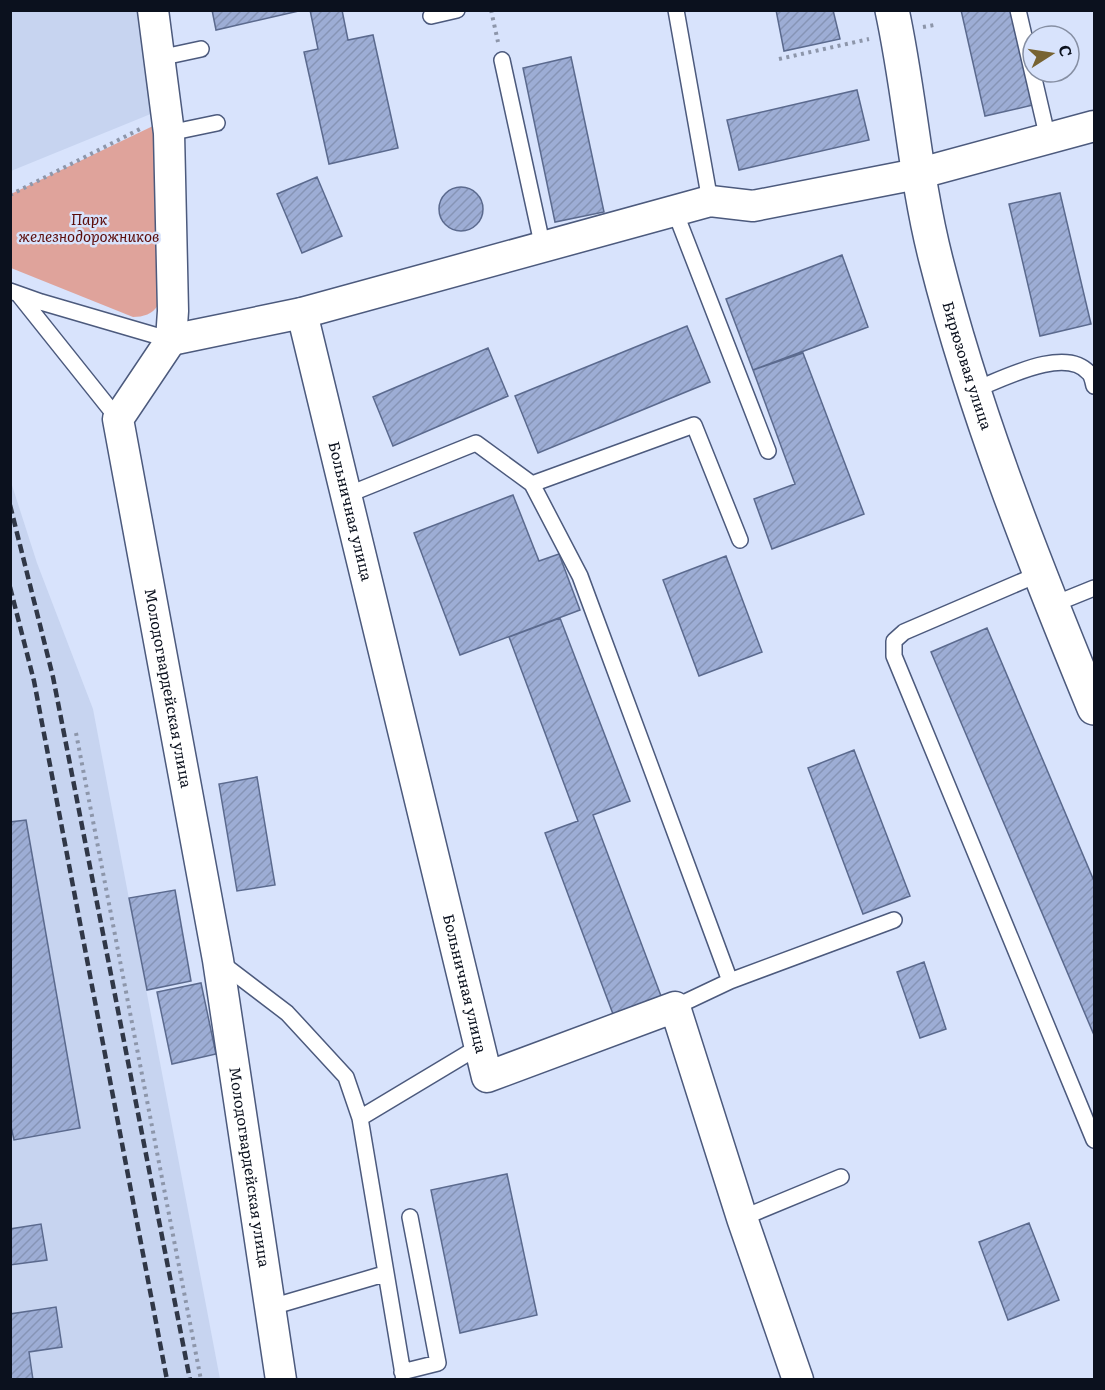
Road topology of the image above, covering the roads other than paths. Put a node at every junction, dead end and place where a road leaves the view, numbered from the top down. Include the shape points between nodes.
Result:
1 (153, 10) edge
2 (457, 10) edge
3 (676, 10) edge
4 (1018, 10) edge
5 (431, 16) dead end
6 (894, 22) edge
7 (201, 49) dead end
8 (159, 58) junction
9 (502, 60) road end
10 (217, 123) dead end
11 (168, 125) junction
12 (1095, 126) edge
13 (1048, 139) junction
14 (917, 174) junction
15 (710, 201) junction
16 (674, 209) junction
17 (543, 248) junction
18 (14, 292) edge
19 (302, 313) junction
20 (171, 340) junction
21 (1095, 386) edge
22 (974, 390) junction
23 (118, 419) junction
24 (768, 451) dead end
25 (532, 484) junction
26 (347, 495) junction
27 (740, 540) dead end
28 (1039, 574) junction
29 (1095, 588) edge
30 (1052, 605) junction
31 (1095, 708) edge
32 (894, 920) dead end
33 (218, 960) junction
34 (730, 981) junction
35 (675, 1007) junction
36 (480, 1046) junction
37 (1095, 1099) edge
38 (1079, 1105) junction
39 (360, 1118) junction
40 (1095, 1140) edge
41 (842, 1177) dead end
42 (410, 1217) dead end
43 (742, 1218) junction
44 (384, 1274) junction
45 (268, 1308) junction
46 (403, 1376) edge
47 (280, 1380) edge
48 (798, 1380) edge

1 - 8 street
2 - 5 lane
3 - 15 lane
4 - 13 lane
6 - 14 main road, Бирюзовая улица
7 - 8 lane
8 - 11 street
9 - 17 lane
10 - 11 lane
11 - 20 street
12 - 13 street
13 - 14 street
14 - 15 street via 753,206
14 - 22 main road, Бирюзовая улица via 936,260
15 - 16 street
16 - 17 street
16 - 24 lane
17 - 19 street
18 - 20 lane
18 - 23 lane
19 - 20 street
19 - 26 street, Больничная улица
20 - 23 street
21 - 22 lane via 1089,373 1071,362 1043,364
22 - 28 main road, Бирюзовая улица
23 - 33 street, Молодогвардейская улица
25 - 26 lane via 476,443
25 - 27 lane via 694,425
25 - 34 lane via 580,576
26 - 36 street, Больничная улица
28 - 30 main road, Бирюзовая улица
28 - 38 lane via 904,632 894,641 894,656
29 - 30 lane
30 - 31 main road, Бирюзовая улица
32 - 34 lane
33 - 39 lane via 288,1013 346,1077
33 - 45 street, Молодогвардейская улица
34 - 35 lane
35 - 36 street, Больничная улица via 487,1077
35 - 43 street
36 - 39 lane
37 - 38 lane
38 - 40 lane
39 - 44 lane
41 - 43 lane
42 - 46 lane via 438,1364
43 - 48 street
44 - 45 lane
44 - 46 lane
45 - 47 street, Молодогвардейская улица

▶ Assignment: Would you output the listing above verbatim, without its pictures?

▶ Result for this task:
Road topology of the image above, covering the roads other than paths. Put a node at every junction, dead end and place where a road leaves the view, numbered from the top down. Include the shape points between nodes.
Result:
1 (153, 10) edge
2 (457, 10) edge
3 (676, 10) edge
4 (1018, 10) edge
5 (431, 16) dead end
6 (894, 22) edge
7 (201, 49) dead end
8 (159, 58) junction
9 (502, 60) road end
10 (217, 123) dead end
11 (168, 125) junction
12 (1095, 126) edge
13 (1048, 139) junction
14 (917, 174) junction
15 (710, 201) junction
16 (674, 209) junction
17 (543, 248) junction
18 (14, 292) edge
19 (302, 313) junction
20 (171, 340) junction
21 (1095, 386) edge
22 (974, 390) junction
23 (118, 419) junction
24 (768, 451) dead end
25 (532, 484) junction
26 (347, 495) junction
27 (740, 540) dead end
28 (1039, 574) junction
29 (1095, 588) edge
30 (1052, 605) junction
31 (1095, 708) edge
32 (894, 920) dead end
33 (218, 960) junction
34 (730, 981) junction
35 (675, 1007) junction
36 (480, 1046) junction
37 (1095, 1099) edge
38 (1079, 1105) junction
39 (360, 1118) junction
40 (1095, 1140) edge
41 (842, 1177) dead end
42 (410, 1217) dead end
43 (742, 1218) junction
44 (384, 1274) junction
45 (268, 1308) junction
46 (403, 1376) edge
47 (280, 1380) edge
48 (798, 1380) edge

1 - 8 street
2 - 5 lane
3 - 15 lane
4 - 13 lane
6 - 14 main road, Бирюзовая улица
7 - 8 lane
8 - 11 street
9 - 17 lane
10 - 11 lane
11 - 20 street
12 - 13 street
13 - 14 street
14 - 15 street via 753,206
14 - 22 main road, Бирюзовая улица via 936,260
15 - 16 street
16 - 17 street
16 - 24 lane
17 - 19 street
18 - 20 lane
18 - 23 lane
19 - 20 street
19 - 26 street, Больничная улица
20 - 23 street
21 - 22 lane via 1089,373 1071,362 1043,364
22 - 28 main road, Бирюзовая улица
23 - 33 street, Молодогвардейская улица
25 - 26 lane via 476,443
25 - 27 lane via 694,425
25 - 34 lane via 580,576
26 - 36 street, Больничная улица
28 - 30 main road, Бирюзовая улица
28 - 38 lane via 904,632 894,641 894,656
29 - 30 lane
30 - 31 main road, Бирюзовая улица
32 - 34 lane
33 - 39 lane via 288,1013 346,1077
33 - 45 street, Молодогвардейская улица
34 - 35 lane
35 - 36 street, Больничная улица via 487,1077
35 - 43 street
36 - 39 lane
37 - 38 lane
38 - 40 lane
39 - 44 lane
41 - 43 lane
42 - 46 lane via 438,1364
43 - 48 street
44 - 45 lane
44 - 46 lane
45 - 47 street, Молодогвардейская улица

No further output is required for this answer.